The IFRS IC has now clarified how IFRS standards are to be applied to holdings of cryptocurrencies meeting the three characteristics.
Keywords: Mazars, Thailand, IFRS, IFRS IC, IFRS 13, IAS 38, cryptocurrencies, IAS 2
29 August 2019
- a digital or virtual currency recorded on a distributed ledger that uses cryptography for security,
- not issued by a jurisdictional authority or other party, and
- which does not give rise to a contract between the holder and another party.
What is the nature of these assets?
The IFRS IC concluded that these are intangible assets under IAS 38, since they can be individually sold or transferred (i.e. can be separated from the holder), but they do not give the holder a right to receive a fixed or determinable number of units of currency. The IFRS IC states that cryptocurrencies do not meet the definitions of:
- cash: cryptocurrencies certainly can be used as a means of exchange to obtain goods and services, but they are not used as a medium of exchange and as the monetary unit in pricing goods or services to such an extent that it would be the basis on which all transactions are measured and recognised;
- financial assets: cryptocurrencies are not equity instruments of another entity, do not give rise to a contractual right for the holder and are not contracts that may be settled in the holder’s own equity instruments.
What IFRS standard applies to holdings of cryptocurrencies?
The IFRIC IC concluded that cryptocurrencies held for sale in the ordinary course of business are covered by IAS 2 Inventories. An entity acting as a cryptocurrency broker-trader shall measure its cryptocurrencies at fair value less costs to sell.
If IAS 2 is not applicable, an entity applies IAS 38 Intangible Assets and recognises holdings of cryptocurrency either using the cost method or a revaluation model (i.e. fair value measurement by reference to an active market, with the recognition of any increase in value in OCI without subsequent recycling to profit or loss, and of any reduction in profit or loss).

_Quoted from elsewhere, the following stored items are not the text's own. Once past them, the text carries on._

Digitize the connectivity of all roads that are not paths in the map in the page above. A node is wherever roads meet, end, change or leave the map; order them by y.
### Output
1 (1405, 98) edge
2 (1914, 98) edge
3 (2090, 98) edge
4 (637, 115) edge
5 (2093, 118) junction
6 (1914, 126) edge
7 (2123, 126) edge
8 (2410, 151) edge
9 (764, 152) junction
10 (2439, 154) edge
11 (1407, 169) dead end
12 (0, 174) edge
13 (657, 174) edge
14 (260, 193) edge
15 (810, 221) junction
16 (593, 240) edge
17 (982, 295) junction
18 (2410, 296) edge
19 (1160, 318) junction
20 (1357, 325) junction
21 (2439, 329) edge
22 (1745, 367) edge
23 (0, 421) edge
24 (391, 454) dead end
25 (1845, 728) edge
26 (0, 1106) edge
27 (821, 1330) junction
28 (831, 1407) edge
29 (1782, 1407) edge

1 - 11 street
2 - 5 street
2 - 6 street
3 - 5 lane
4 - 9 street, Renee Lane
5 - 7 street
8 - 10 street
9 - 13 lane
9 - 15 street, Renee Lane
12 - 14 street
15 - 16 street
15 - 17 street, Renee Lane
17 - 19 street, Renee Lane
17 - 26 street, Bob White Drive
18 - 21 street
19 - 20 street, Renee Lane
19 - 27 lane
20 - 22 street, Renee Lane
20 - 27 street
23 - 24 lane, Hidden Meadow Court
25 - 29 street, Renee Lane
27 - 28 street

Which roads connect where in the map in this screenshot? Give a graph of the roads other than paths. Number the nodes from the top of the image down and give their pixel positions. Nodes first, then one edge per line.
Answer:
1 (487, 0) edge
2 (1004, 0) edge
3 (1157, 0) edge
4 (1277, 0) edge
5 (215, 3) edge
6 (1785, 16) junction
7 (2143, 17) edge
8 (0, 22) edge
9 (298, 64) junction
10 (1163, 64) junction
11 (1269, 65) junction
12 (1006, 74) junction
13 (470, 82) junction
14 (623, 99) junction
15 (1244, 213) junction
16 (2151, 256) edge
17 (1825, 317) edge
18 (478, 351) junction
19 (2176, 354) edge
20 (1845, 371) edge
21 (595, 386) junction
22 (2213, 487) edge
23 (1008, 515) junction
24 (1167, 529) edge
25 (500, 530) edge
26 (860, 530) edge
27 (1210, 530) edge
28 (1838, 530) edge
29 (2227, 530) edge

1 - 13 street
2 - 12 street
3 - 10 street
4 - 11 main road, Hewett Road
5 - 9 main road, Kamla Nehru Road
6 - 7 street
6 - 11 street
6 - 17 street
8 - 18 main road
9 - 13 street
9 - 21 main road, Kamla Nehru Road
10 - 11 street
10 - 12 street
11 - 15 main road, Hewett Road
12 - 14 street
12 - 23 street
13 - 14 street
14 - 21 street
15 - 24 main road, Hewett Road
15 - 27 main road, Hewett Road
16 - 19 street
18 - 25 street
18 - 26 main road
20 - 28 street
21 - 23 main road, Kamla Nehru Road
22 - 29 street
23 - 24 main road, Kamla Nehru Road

What disclosures are required?
The Committee stressed that the disclosures required depend on which standard is applied (IAS 2 or IAS 38). For fair value measurement, IFRS 13 specifies the applicable disclosure requirements.
Finally, the Committee reiterates that an entity’s management must disclose the significant judgments it has made when accounting for holdings of cryptocurrencies, including any significant events occurring after the reporting period (e.g. significant changes in value).